--- What you have to do ---
From the listing that follows, report the number of lines with the word "paths" in them, and no other output.

--- Provided information ---
━━━━━━━━━━

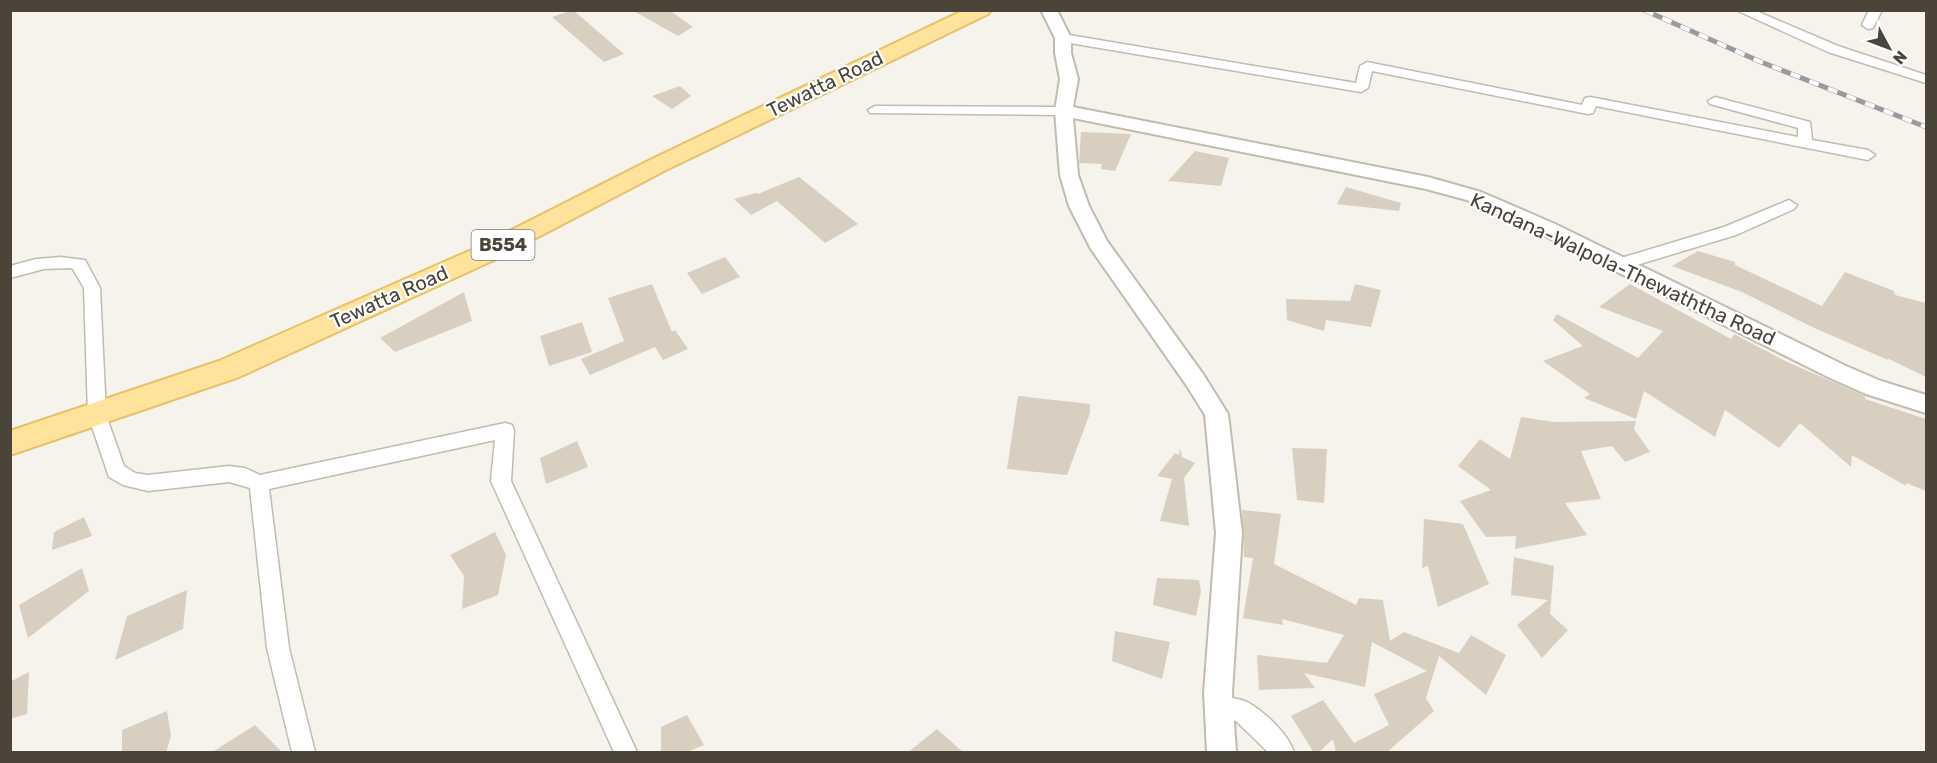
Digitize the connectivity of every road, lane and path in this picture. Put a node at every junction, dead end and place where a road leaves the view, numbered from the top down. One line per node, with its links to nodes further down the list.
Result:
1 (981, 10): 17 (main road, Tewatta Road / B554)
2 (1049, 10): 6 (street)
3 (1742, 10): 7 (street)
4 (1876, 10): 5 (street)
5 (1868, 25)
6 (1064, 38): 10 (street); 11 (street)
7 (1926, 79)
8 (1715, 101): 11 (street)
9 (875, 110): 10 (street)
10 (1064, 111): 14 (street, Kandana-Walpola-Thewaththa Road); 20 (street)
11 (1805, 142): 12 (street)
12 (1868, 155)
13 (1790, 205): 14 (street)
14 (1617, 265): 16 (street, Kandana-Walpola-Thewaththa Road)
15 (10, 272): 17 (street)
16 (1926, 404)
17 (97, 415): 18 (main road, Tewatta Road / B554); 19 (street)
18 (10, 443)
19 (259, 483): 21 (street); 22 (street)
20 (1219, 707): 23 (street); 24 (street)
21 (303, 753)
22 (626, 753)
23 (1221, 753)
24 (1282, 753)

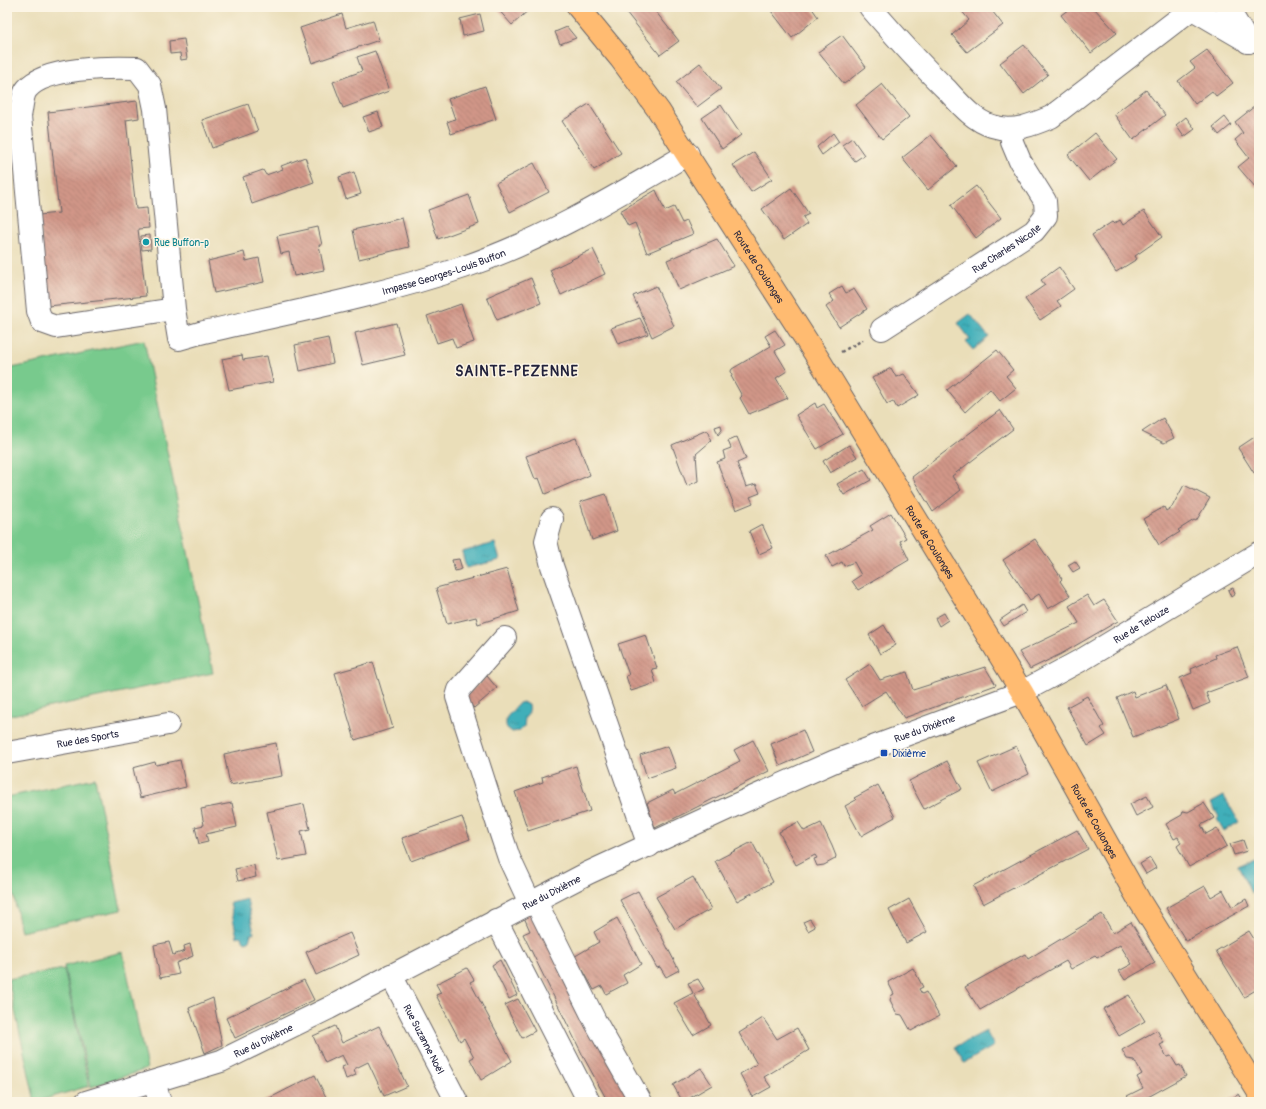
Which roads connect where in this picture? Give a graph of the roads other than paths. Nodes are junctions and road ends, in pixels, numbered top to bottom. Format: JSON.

━━━━━━━━━━

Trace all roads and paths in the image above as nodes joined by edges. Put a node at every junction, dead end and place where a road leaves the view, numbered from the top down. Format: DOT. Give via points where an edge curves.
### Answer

━━━━━━━━━━

--- Response area ---
2